— Task goal —
Line by line, retype the whole listing exactly.

— Given information —
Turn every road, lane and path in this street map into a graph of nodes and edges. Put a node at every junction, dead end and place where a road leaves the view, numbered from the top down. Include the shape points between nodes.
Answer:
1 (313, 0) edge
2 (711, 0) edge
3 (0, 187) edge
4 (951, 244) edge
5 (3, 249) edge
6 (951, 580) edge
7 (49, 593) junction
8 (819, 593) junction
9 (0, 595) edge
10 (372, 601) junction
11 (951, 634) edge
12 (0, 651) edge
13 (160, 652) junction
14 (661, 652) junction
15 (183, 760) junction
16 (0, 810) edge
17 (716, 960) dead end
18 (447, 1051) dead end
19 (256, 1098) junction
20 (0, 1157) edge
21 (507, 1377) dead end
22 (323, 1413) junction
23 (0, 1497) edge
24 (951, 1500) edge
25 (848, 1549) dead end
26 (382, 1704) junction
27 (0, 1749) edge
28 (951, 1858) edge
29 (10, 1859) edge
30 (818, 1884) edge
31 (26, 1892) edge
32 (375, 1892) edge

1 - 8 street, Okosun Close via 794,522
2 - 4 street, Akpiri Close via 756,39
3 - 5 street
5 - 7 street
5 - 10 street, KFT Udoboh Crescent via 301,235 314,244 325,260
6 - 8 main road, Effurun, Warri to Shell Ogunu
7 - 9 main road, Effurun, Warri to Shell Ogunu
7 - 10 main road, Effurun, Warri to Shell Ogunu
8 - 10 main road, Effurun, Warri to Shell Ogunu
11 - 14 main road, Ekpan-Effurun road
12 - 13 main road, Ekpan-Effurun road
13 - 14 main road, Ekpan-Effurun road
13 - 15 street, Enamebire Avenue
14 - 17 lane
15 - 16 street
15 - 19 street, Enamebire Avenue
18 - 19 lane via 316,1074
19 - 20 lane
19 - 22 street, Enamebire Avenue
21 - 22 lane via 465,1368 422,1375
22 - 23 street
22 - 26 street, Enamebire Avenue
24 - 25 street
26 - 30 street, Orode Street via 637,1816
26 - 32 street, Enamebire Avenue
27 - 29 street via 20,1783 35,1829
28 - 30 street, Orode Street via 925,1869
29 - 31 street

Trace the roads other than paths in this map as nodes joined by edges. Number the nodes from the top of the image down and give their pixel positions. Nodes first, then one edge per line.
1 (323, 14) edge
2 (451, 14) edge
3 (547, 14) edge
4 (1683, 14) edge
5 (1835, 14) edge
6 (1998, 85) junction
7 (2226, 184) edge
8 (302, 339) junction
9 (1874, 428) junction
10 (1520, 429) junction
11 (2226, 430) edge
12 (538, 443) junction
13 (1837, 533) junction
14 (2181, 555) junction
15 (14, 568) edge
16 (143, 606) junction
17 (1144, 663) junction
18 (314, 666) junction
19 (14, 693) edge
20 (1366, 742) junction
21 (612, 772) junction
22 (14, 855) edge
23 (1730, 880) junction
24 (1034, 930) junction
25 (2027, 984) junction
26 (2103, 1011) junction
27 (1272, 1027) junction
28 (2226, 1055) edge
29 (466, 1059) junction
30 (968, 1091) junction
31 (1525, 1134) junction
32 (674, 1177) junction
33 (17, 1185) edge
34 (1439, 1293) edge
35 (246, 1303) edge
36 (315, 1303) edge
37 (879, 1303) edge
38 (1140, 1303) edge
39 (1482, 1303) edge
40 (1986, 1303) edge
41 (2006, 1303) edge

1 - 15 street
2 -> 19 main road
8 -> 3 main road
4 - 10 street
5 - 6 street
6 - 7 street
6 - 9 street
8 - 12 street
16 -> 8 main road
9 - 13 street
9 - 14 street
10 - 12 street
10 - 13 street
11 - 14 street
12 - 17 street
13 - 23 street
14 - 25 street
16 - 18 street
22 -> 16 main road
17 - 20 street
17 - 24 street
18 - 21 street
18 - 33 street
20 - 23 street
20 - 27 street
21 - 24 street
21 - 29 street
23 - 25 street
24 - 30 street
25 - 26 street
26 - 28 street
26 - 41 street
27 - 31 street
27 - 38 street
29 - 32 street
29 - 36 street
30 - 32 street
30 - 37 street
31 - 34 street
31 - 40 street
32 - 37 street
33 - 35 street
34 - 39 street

— Task result —
Turn every road, lane and path in this street map into a graph of nodes and edges. Put a node at every junction, dead end and place where a road leaves the view, numbered from the top down. Include the shape points between nodes.
Answer:
1 (313, 0) edge
2 (711, 0) edge
3 (0, 187) edge
4 (951, 244) edge
5 (3, 249) edge
6 (951, 580) edge
7 (49, 593) junction
8 (819, 593) junction
9 (0, 595) edge
10 (372, 601) junction
11 (951, 634) edge
12 (0, 651) edge
13 (160, 652) junction
14 (661, 652) junction
15 (183, 760) junction
16 (0, 810) edge
17 (716, 960) dead end
18 (447, 1051) dead end
19 (256, 1098) junction
20 (0, 1157) edge
21 (507, 1377) dead end
22 (323, 1413) junction
23 (0, 1497) edge
24 (951, 1500) edge
25 (848, 1549) dead end
26 (382, 1704) junction
27 (0, 1749) edge
28 (951, 1858) edge
29 (10, 1859) edge
30 (818, 1884) edge
31 (26, 1892) edge
32 (375, 1892) edge

1 - 8 street, Okosun Close via 794,522
2 - 4 street, Akpiri Close via 756,39
3 - 5 street
5 - 7 street
5 - 10 street, KFT Udoboh Crescent via 301,235 314,244 325,260
6 - 8 main road, Effurun, Warri to Shell Ogunu
7 - 9 main road, Effurun, Warri to Shell Ogunu
7 - 10 main road, Effurun, Warri to Shell Ogunu
8 - 10 main road, Effurun, Warri to Shell Ogunu
11 - 14 main road, Ekpan-Effurun road
12 - 13 main road, Ekpan-Effurun road
13 - 14 main road, Ekpan-Effurun road
13 - 15 street, Enamebire Avenue
14 - 17 lane
15 - 16 street
15 - 19 street, Enamebire Avenue
18 - 19 lane via 316,1074
19 - 20 lane
19 - 22 street, Enamebire Avenue
21 - 22 lane via 465,1368 422,1375
22 - 23 street
22 - 26 street, Enamebire Avenue
24 - 25 street
26 - 30 street, Orode Street via 637,1816
26 - 32 street, Enamebire Avenue
27 - 29 street via 20,1783 35,1829
28 - 30 street, Orode Street via 925,1869
29 - 31 street

Trace the roads other than paths in this map as nodes joined by edges. Number the nodes from the top of the image down and give their pixel positions. Nodes first, then one edge per line.
1 (323, 14) edge
2 (451, 14) edge
3 (547, 14) edge
4 (1683, 14) edge
5 (1835, 14) edge
6 (1998, 85) junction
7 (2226, 184) edge
8 (302, 339) junction
9 (1874, 428) junction
10 (1520, 429) junction
11 (2226, 430) edge
12 (538, 443) junction
13 (1837, 533) junction
14 (2181, 555) junction
15 (14, 568) edge
16 (143, 606) junction
17 (1144, 663) junction
18 (314, 666) junction
19 (14, 693) edge
20 (1366, 742) junction
21 (612, 772) junction
22 (14, 855) edge
23 (1730, 880) junction
24 (1034, 930) junction
25 (2027, 984) junction
26 (2103, 1011) junction
27 (1272, 1027) junction
28 (2226, 1055) edge
29 (466, 1059) junction
30 (968, 1091) junction
31 (1525, 1134) junction
32 (674, 1177) junction
33 (17, 1185) edge
34 (1439, 1293) edge
35 (246, 1303) edge
36 (315, 1303) edge
37 (879, 1303) edge
38 (1140, 1303) edge
39 (1482, 1303) edge
40 (1986, 1303) edge
41 (2006, 1303) edge

1 - 15 street
2 -> 19 main road
8 -> 3 main road
4 - 10 street
5 - 6 street
6 - 7 street
6 - 9 street
8 - 12 street
16 -> 8 main road
9 - 13 street
9 - 14 street
10 - 12 street
10 - 13 street
11 - 14 street
12 - 17 street
13 - 23 street
14 - 25 street
16 - 18 street
22 -> 16 main road
17 - 20 street
17 - 24 street
18 - 21 street
18 - 33 street
20 - 23 street
20 - 27 street
21 - 24 street
21 - 29 street
23 - 25 street
24 - 30 street
25 - 26 street
26 - 28 street
26 - 41 street
27 - 31 street
27 - 38 street
29 - 32 street
29 - 36 street
30 - 32 street
30 - 37 street
31 - 34 street
31 - 40 street
32 - 37 street
33 - 35 street
34 - 39 street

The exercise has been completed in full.